EXERCISE AIM
Filter the records, keeping every line that has the string "Yale".

(Stored data)
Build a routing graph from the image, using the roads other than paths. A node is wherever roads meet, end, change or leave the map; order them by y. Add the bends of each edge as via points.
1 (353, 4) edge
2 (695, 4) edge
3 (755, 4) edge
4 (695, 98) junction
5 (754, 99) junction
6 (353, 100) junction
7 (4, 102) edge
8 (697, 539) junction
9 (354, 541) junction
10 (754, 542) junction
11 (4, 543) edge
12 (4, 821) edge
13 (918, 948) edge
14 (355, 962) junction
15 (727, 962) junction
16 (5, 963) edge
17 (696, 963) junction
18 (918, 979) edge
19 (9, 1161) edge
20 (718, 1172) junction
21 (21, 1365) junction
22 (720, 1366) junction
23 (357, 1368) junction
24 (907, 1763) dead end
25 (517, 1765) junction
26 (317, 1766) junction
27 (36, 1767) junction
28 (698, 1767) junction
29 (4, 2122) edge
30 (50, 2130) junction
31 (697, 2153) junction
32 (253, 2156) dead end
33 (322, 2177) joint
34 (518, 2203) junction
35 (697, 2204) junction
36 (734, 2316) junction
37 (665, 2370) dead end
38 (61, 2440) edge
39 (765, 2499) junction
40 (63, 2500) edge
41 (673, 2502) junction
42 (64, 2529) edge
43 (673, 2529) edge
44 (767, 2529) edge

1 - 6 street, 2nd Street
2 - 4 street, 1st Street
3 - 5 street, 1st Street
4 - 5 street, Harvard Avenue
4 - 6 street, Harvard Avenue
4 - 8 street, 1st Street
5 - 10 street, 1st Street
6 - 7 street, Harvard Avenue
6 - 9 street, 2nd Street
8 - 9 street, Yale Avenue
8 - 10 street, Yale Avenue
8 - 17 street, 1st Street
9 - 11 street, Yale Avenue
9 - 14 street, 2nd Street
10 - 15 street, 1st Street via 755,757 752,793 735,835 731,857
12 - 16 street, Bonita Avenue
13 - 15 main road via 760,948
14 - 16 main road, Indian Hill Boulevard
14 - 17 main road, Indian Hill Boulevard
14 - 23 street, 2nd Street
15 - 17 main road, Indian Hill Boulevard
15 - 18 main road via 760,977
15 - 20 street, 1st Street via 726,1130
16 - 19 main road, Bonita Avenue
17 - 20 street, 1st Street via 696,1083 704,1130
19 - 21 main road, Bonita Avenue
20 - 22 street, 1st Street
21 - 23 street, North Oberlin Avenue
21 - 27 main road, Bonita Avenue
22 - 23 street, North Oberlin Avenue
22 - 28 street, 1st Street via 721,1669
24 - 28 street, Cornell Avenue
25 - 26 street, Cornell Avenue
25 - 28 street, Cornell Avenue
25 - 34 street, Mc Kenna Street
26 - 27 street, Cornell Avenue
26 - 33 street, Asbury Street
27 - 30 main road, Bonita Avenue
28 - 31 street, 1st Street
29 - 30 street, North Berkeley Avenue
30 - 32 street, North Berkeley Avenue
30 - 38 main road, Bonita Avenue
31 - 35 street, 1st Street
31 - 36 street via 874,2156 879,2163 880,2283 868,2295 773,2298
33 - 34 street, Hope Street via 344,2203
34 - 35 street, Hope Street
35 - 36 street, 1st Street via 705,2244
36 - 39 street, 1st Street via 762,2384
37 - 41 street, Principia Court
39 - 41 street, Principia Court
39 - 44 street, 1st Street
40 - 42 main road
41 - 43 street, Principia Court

RESPONSE TO THE EXERCISE
8 - 9 street, Yale Avenue
8 - 10 street, Yale Avenue
9 - 11 street, Yale Avenue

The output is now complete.